The TSPA provides the legal framework for the transfer of sentenced individuals, for humanitarian reasons, to their home countries in order to serve the remaining portion of their sentence.
“We will continue to negotiate bilateral TSPAs with countries which are not members of the Strasbourg Convention, particularly those in the Middle East,” Malaya, who is also the head of the DFA’s Office of Legal Affairs (OLA), said.
“Let me add that these prisoner transfer arrangements may take place only with the consent of the sentenced prisoner.

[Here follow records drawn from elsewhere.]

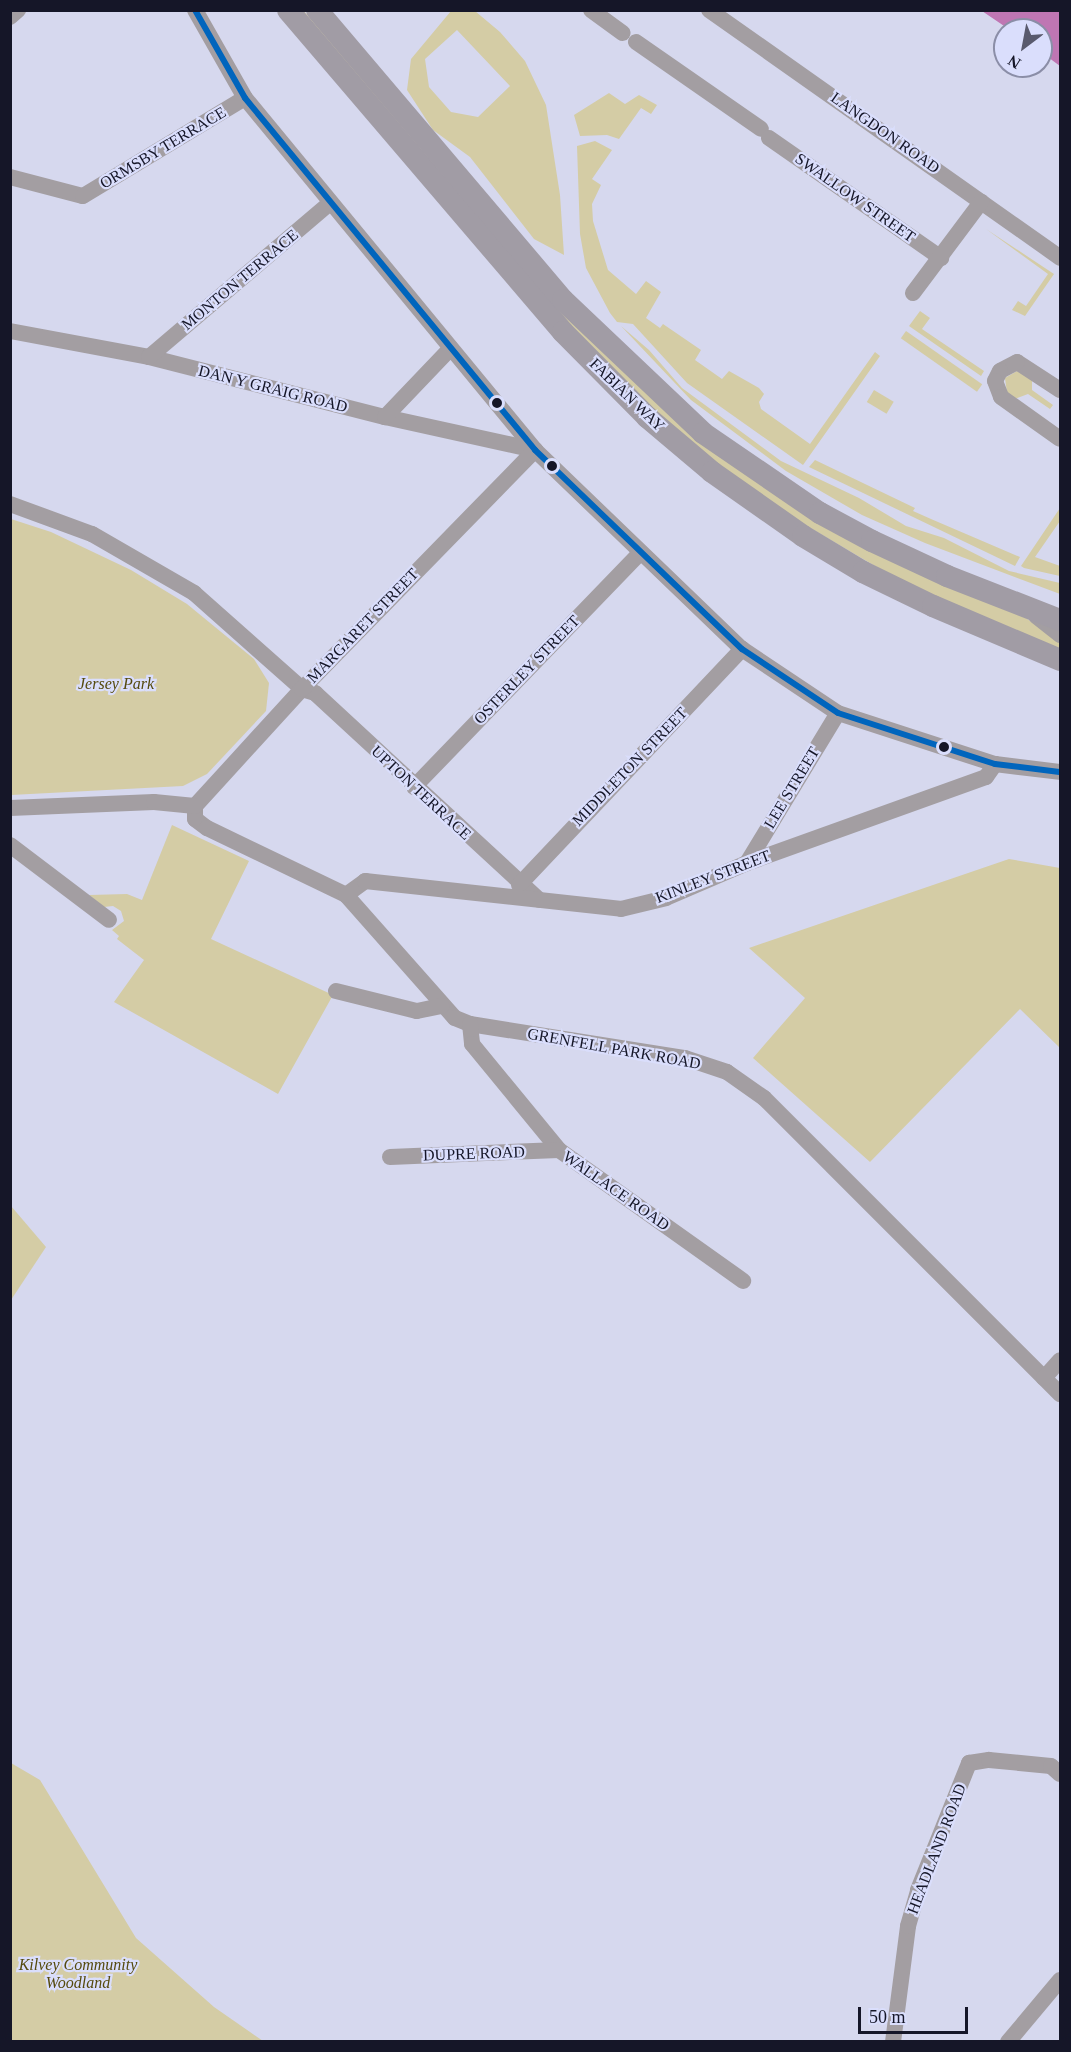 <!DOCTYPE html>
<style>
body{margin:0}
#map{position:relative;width:1071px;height:2052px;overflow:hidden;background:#d6d8ee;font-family:Georgia,serif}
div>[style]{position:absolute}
.green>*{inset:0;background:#d4cca5;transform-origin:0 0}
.water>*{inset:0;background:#bf76b3}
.minor>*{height:16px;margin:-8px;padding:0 8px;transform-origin:8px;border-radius:8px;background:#a39ea2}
.highway>*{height:22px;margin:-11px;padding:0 11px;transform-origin:11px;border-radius:11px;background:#a19ca5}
.bus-1>*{height:6px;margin:-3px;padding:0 3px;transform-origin:3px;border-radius:3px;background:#0065bd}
.dots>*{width:16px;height:16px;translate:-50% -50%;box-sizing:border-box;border:3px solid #dadefc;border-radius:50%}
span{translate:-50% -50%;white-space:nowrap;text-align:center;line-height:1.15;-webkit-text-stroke:4.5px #dadefc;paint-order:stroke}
.street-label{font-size:16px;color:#151628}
.park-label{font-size:16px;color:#554a0d;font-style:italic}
.frame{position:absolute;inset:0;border:12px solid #151628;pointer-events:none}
.north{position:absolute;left:993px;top:18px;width:60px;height:60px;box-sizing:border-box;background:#dadefc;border:2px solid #8b8ea7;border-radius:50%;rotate:212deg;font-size:16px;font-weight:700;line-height:24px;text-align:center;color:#151628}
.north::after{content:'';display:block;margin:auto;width:21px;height:27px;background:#595a6d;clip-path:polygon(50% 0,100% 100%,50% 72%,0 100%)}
.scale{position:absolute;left:858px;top:2007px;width:110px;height:27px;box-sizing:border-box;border:3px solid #151628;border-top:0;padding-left:8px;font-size:18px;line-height:21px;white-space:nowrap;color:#151628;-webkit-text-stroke:4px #dadefc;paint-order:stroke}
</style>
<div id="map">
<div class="green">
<div style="clip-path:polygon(297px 11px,304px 11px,454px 185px,669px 415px,1023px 616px,1060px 642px,1060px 651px,914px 589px,756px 496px,623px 386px)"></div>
<div style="clip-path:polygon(evenodd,451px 11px,475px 11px,500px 32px,525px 61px,546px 105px,560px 195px,564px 255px,534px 239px,470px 157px,433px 130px,407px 90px,411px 59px,451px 11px,457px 30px,510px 86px,478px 117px,451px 112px,429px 87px,425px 59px,457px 30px)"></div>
<div style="clip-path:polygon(609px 93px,625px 104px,639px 95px,657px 105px,651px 114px,641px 108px,619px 139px,607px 135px,580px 136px,574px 115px)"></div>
<div style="clip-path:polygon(595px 141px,612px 150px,592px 179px,601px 185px,592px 204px,593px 221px,608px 270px,636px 294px,646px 281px,661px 292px,646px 318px,660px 328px,663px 324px,701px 350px,695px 360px,722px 379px,729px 371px,759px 388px,764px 394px,759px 402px,761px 409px,810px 444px,875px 352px,880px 356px,803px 465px,687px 383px,633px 324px,617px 322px,610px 313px,586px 268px,580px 234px,577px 146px)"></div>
<div style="clip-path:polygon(986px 229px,1054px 274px,1025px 316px,1012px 310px,1018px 301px,1026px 306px,1048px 274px)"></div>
<div style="clip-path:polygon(920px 311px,930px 318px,922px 329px,984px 371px,981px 376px,909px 326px)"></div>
<div style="clip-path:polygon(621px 326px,649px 350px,682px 388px,781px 461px,859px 498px,906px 526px,944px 538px,1009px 571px,1060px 583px,1060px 594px,925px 543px,862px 515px,786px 471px,691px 400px)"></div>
<div style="left:906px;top:331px;width:93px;height:9px;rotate:35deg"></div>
<div style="clip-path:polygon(1017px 371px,1032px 379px,1032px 390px,1053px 405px,1050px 409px,1028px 394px,1015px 399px,1007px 393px,1005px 378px)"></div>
<div style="left:874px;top:390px;width:23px;height:14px;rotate:31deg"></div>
<div style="clip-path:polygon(815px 460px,915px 508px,913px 511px,931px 519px,1020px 557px,1015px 566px,809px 467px)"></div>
<div style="clip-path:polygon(1060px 508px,1060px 521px,1035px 557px,1060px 566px,1060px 576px,1024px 568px,1021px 566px)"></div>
<div style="clip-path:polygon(11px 519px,51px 532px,131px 570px,187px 604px,254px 659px,269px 683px,266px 711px,207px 774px,183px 786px,11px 795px)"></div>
<div style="clip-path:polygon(172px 825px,249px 861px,211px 939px,333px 995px,278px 1094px,114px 1002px,144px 960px,117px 939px,119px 936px,112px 930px,124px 921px,121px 911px,113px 906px,104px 907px,89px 895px,127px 894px,142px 900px)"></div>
<div style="clip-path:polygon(1009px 859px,1060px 868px,1060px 1048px,1020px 1009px,870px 1162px,753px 1058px,805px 998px,749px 948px)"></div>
<div style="clip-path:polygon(11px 1206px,46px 1247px,11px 1300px)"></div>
<div style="clip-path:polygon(11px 1763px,40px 1780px,136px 1938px,214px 2007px,263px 2041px,11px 2041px)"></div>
</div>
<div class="water">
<div style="clip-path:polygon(982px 11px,1060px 11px,1060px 66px,1041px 52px,1041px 30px,1010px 30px)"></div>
</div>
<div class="minor">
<div style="left:195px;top:10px;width:101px;rotate:60.4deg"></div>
<div style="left:245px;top:98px;width:456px;rotate:50.5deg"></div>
<div style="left:535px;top:450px;width:287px;rotate:43.9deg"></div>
<div style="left:742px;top:649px;width:115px;rotate:33.7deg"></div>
<div style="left:838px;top:713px;width:165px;rotate:18deg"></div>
<div style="left:995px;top:764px;width:65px;rotate:7deg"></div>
<div style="left:591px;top:10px;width:39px;rotate:36deg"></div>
<div style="left:709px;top:10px;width:430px;rotate:35.2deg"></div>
<div style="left:10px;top:17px;width:11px;rotate:-41deg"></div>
<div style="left:636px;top:42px;width:152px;rotate:34.8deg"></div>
<div style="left:769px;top:138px;width:210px;rotate:34.9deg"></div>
<div style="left:10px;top:177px;width:75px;rotate:14.6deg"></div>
<div style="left:83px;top:196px;width:189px;rotate:-31.2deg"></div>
<div style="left:913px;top:293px;width:114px;rotate:-53.2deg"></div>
<div style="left:10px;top:331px;width:141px;rotate:10.6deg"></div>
<div style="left:149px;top:357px;width:244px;rotate:14.3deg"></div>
<div style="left:385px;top:417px;width:154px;rotate:12.4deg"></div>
<div style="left:149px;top:357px;width:238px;rotate:-40.4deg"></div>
<div style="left:1060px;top:390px;width:51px;rotate:-146.9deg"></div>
<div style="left:1017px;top:362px;width:19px;rotate:152deg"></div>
<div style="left:1000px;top:371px;width:11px;rotate:117deg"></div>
<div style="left:995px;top:381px;width:17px;rotate:69deg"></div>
<div style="left:1001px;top:397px;width:72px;rotate:35.4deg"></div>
<div style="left:385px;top:417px;width:95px;rotate:-46.3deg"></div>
<div style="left:10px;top:504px;width:87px;rotate:20.1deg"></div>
<div style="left:92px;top:534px;width:118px;rotate:30deg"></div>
<div style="left:194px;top:593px;width:144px;rotate:41.6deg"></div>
<div style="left:302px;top:689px;width:14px;rotate:17deg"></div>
<div style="left:315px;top:693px;width:305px;rotate:42.7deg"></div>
<div style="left:1036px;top:616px;width:31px;rotate:38deg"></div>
<div style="left:414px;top:787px;width:325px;rotate:-46deg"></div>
<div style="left:195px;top:806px;width:13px;rotate:90deg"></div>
<div style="left:195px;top:819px;width:15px;rotate:37deg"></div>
<div style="left:207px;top:828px;width:154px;rotate:25.7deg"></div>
<div style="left:346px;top:895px;width:164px;rotate:48.5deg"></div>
<div style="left:455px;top:1018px;width:16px;rotate:22deg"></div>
<div style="left:470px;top:1024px;width:218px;rotate:9deg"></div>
<div style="left:685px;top:1058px;width:44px;rotate:18.4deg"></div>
<div style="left:727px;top:1072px;width:45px;rotate:35.1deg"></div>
<div style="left:764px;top:1098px;width:419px;rotate:45deg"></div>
<div style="left:195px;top:806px;width:159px;rotate:-47.6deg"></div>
<div style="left:302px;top:689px;width:334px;rotate:-45.7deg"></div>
<div style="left:10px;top:808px;width:144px;rotate:-2.4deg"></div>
<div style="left:154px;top:802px;width:41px;rotate:5.6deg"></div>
<div style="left:10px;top:845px;width:124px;rotate:37.1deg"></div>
<div style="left:747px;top:863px;width:175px;rotate:-58.8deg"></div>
<div style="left:519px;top:885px;width:325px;rotate:-46.6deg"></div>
<div style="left:346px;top:895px;width:24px;rotate:-36deg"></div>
<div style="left:365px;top:881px;width:258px;rotate:6.2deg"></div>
<div style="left:621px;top:909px;width:46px;rotate:-13.7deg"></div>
<div style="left:666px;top:898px;width:88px;rotate:-23.4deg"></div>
<div style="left:747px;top:863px;width:254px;rotate:-19.8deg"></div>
<div style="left:986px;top:777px;width:16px;rotate:-55deg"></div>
<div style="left:336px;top:991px;width:83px;rotate:13.9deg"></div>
<div style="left:417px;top:1011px;width:25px;rotate:-12deg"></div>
<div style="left:470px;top:1024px;width:20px;rotate:84deg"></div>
<div style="left:472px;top:1044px;width:137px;rotate:50.6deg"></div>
<div style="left:559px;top:1150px;width:226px;rotate:35.4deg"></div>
<div style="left:390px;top:1157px;width:169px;rotate:-2.4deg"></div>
<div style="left:1044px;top:1378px;width:24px;rotate:-48deg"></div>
<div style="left:893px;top:2042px;width:117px;rotate:-82.6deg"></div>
<div style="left:908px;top:1926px;width:37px;rotate:-74deg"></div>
<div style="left:918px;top:1890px;width:137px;rotate:-68.1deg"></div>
<div style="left:969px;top:1763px;width:20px;rotate:-9deg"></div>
<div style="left:989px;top:1760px;width:62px;rotate:5.5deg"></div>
<div style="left:1051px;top:1766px;width:12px;rotate:42deg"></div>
<div style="left:1008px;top:2042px;width:81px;rotate:-50deg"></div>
</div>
<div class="highway">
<div style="left:288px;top:10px;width:423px;rotate:49.5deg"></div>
<div style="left:563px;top:332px;width:120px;rotate:45.3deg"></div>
<div style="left:647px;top:417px;width:85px;rotate:40.2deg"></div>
<div style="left:712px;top:472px;width:111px;rotate:35.1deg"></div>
<div style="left:803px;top:536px;width:70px;rotate:31deg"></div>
<div style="left:863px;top:572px;width:78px;rotate:25.9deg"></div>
<div style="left:933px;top:606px;width:138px;rotate:23deg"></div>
<div style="left:317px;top:10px;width:380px;rotate:49.7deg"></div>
<div style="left:563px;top:300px;width:193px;rotate:43.5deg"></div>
<div style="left:703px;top:433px;width:142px;rotate:34.4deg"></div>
<div style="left:820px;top:513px;width:59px;rotate:28.3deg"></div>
<div style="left:872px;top:541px;width:83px;rotate:25deg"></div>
<div style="left:947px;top:576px;width:121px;rotate:21.3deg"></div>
</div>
<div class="bus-1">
<div style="left:195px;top:10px;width:101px;rotate:60.4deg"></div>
<div style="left:245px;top:98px;width:456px;rotate:50.5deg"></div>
<div style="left:535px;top:450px;width:287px;rotate:43.9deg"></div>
<div style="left:742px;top:649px;width:115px;rotate:33.7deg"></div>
<div style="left:838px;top:713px;width:165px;rotate:18deg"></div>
<div style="left:995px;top:764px;width:65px;rotate:7deg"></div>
</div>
<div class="dots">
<div style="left:497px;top:403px;background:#151628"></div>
<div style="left:552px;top:466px;background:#151628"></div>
<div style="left:944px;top:747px;background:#151628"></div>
</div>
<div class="street-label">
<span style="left:885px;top:133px;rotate:35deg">LANGDON ROAD</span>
<span style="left:163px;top:148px;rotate:-31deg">ORMSBY TERRACE</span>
<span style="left:855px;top:198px;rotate:35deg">SWALLOW STREET</span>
<span style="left:240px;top:280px;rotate:-40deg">MONTON TERRACE</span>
<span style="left:273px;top:389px;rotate:14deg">DAN Y GRAIG ROAD</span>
<span style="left:627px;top:395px;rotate:44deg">FABIAN WAY</span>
<span style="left:363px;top:626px;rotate:-46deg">MARGARET STREET</span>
<span style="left:527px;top:670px;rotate:-46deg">OSTERLEY STREET</span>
<span style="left:630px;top:767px;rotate:-46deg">MIDDLETON STREET</span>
<span style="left:792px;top:788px;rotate:-59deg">LEE STREET</span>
<span style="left:421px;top:793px;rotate:43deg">UPTON TERRACE</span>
<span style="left:713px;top:877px;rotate:-21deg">KINLEY STREET</span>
<span style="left:614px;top:1049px;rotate:10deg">GRENFELL PARK ROAD</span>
<span style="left:474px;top:1154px;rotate:-2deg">DUPRE ROAD</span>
<span style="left:616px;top:1191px;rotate:35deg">WALLACE ROAD</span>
<span style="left:937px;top:1849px;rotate:-69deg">HEADLAND ROAD</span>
</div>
<div class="park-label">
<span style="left:116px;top:684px">Jersey Park</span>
<span style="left:78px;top:1974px">Kilvey Community<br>Woodland</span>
</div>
<div class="frame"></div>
<div class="north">N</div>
<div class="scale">50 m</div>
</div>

If he is fine where is currently confined, so be it,” he said.
Malaya said the DFA is working with the Department of Justice (DoJ) on the Philippine accession to the 1983 Strasbourg Convention on the Transfer of Sentenced Persons.
The Strasbourg Convention, he explained, is the multilateral framework on prisoner transfers involving 63 countries, including Japan, Australia, the whole of Europe and the United States.
The first instance of a transfer under the TSPA is that with Spain, wherein Francisco Juan “Paco” Larrañaga was transferred to the Centro Penitenciario Madrid 5-Soto del Real penal facility in Spain in October, 2009.
Larranaga will serve the remainder of his life sentence at the Spanish penal facility after being convicted for the kidnapping, rape, and killing of sisters Jacqueline and Marijoy Chiong in Cebu in 1997.
Larranaga was convicted, along with six others, by the Cebu City Regional Trial Court in 1999.
Larrañaga has family members in the Guipuzcoa and Catalonia areas in Spain.
Malaya, meanwhile, said they are working on the first transfer of some Filipinos imprisoned in Hong Kong.
“We are currently working on the first return of the first two or three Filipino sentenced persons from Hongkong,” he said. There are about eight million Filipino migrants, including OFWs, all over the world, an estimated 5,000 of whom are detained for various offenses.